Recent research focusing on differential gene expression has moved away from microarrays to sequencing-based methods. The cost per base pair sequenced favors the use of the Illumina platform for such research. In particular, 100-bp paired end reads seem to be the platform du jour. But why? In particular, why not 100-bp single end reads? What does the extra read provide in the majority of research projects where the sole purpose of the project is generating differential expression data, and not an analysis of splice variants.

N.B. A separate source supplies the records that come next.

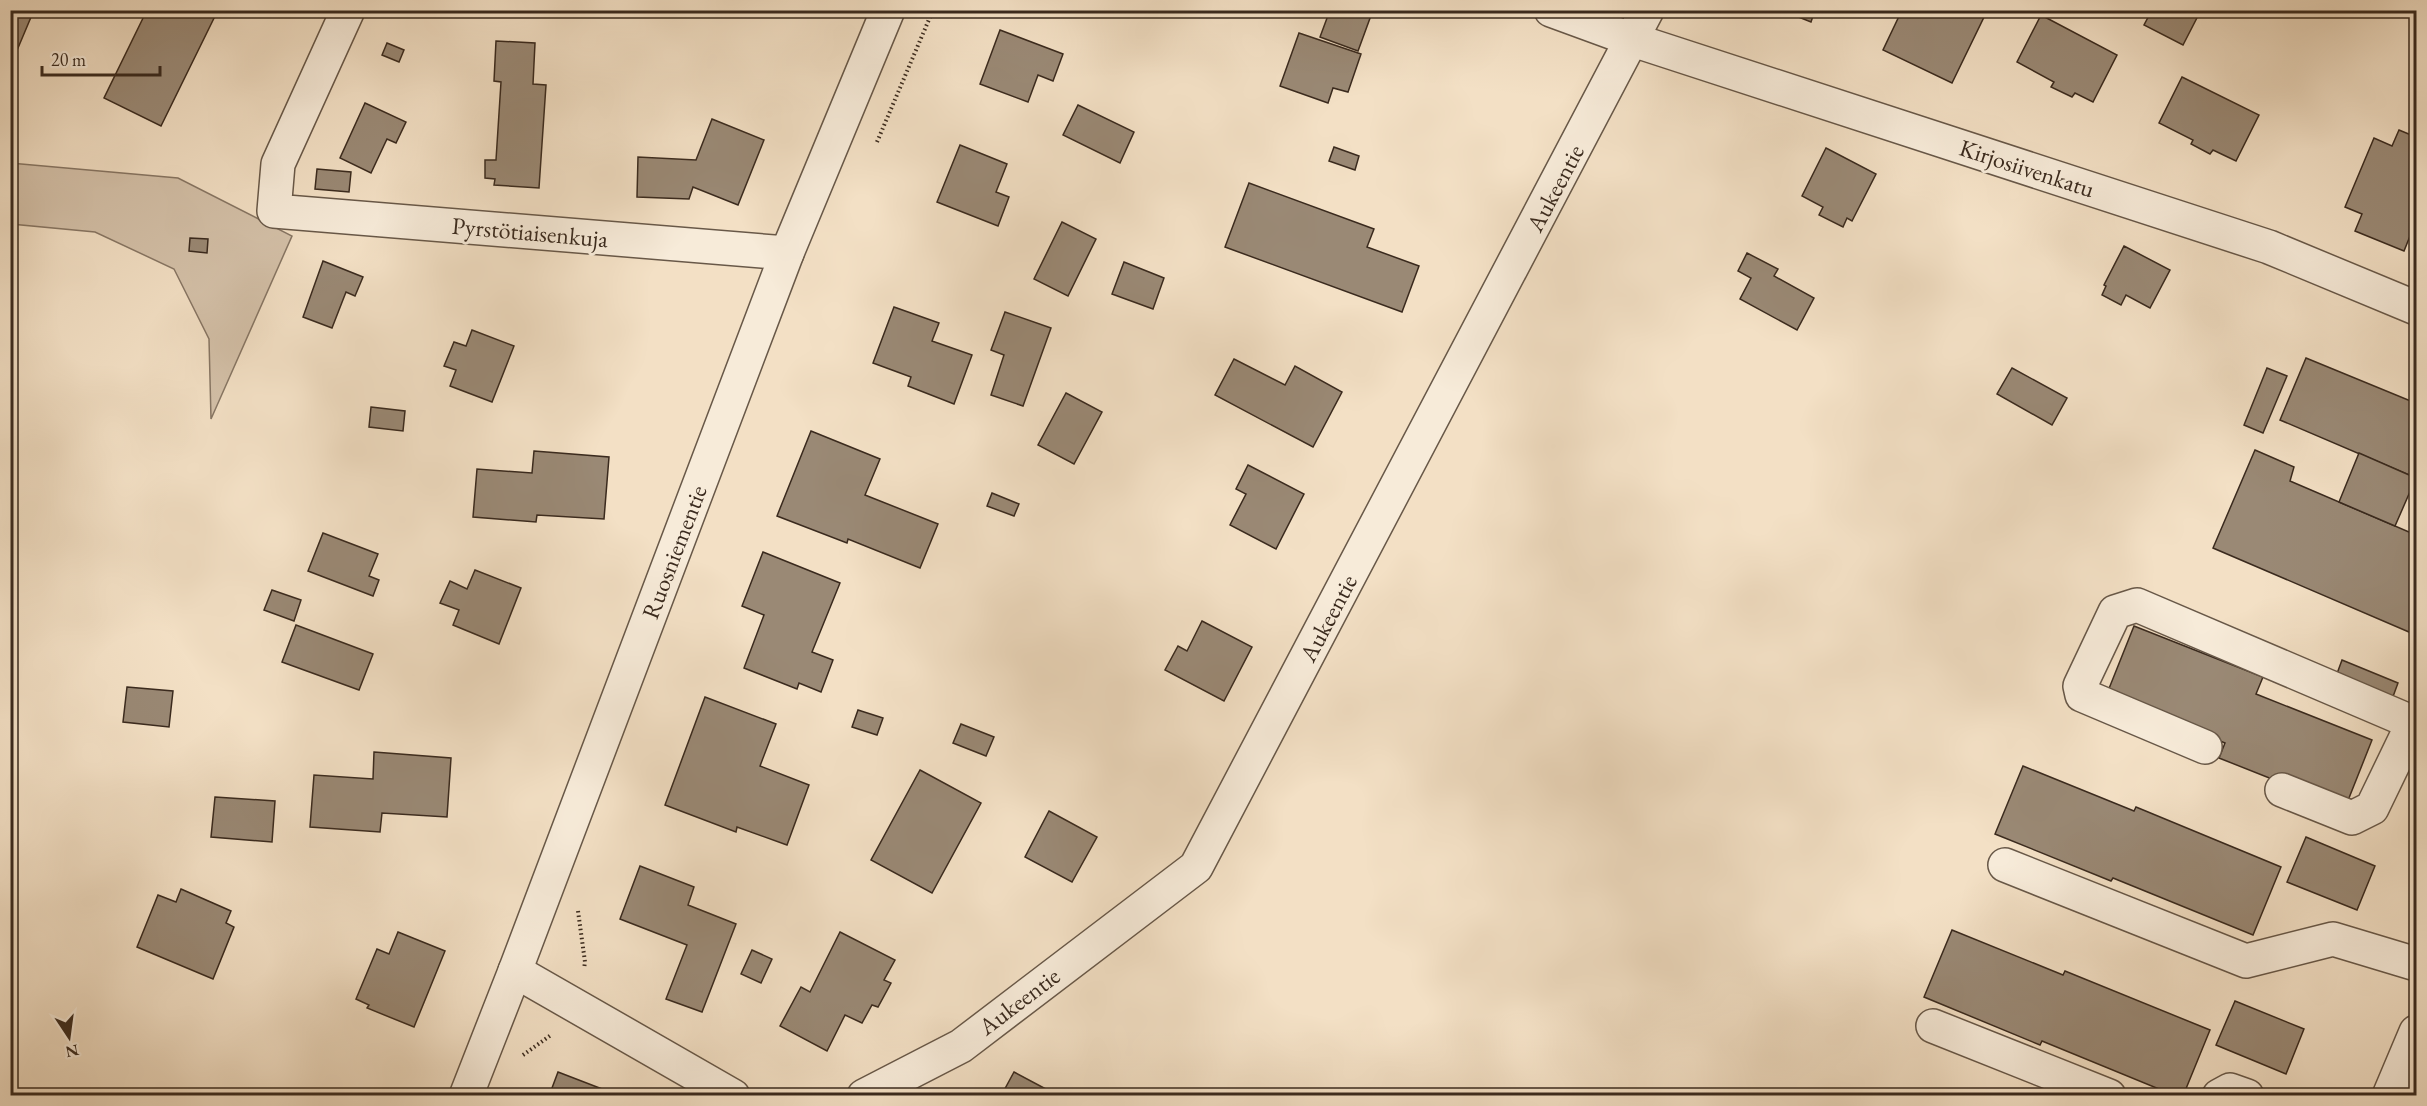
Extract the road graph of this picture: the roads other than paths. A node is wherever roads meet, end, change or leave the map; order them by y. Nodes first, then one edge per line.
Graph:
1 (348, 10) edge
2 (888, 10) edge
3 (1551, 10) edge
4 (1647, 10) edge
5 (1633, 40) junction
6 (787, 253) junction
7 (2416, 308) edge
8 (2415, 723) edge
9 (2205, 747) dead end
10 (2282, 790) dead end
11 (2004, 865) dead end
12 (2416, 964) edge
13 (515, 971) junction
14 (1933, 1026) dead end
15 (2416, 1032) edge
16 (466, 1095) edge
17 (733, 1095) edge
18 (864, 1095) edge
19 (2109, 1095) edge
20 (2219, 1095) edge
21 (2247, 1095) edge
22 (2389, 1095) edge

1 - 6 street, Pyrstötiaisenkuja
2 - 6 street, Ruosniementie
3 - 5 street, Kirjosiivenkatu
4 - 5 street, Aukeentie
5 - 7 street, Kirjosiivenkatu
5 - 18 street, Aukeentie
6 - 13 street, Ruosniementie
8 - 9 street
8 - 10 street
11 - 12 street
13 - 16 street, Ruosniementie
13 - 17 street
14 - 19 street
15 - 22 street
20 - 21 street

Paired end reads are particularly useful in understanding splicing and splice variants. For that reasons, they are essential for de novo assembly of transcriptome reads to generate a whole shotgun transcriptome or using reads to identify genes for eukaryotic gene annotation. In my own research, we frequently use paired reads to identify recent lateral gene transfers even in transcriptome projects, and I appreciate the plethora of paired end reads for my own research. But for organisms where gene models are known and projects where splice variants are not the focus, why are paired end reads favored?
One might argue, that it can’t hurt. The two measurements are not independent so we use FPKM to compensate, not RPKM. Two 100-bp paired end reads, for statistical purposes, counts the same as one 100-bp read. What you gain with paired reads is an increased likelihood that your read will map uniquely. But in the vast majority of organisms on earth, this doesn’t seem like it would happen very often. The argument is that two reads allows you to map better. True. If you can’t map read 1 alone, you might be able to map read 1 using read 2. But if you can map read 2, you’ve already counted that fragment with the FPKM calculation, so who cares? Paired reads only help when neither read 1 nor read 2 can be mapped uniquely, but can be mapped uniquely only in combination with the insert size distribution. But how often is that really the case? And is it worth the cost? Many experiments using paired end reads lack a suitable number of replicates. Wouldn’t the cost savings of single end reads be better put toward sequencing more replicates, particularly biological replicates? I suspect so.
There may be other factors at play. For instance, you need to have a whole flow cell of the same size and type of reads to realize this cost savings. Can you or your sequencing center fill a flow cell with enough projects with 100-bp or 50-bp single end reads? Probably not, unless more researchers are willing to test the waters.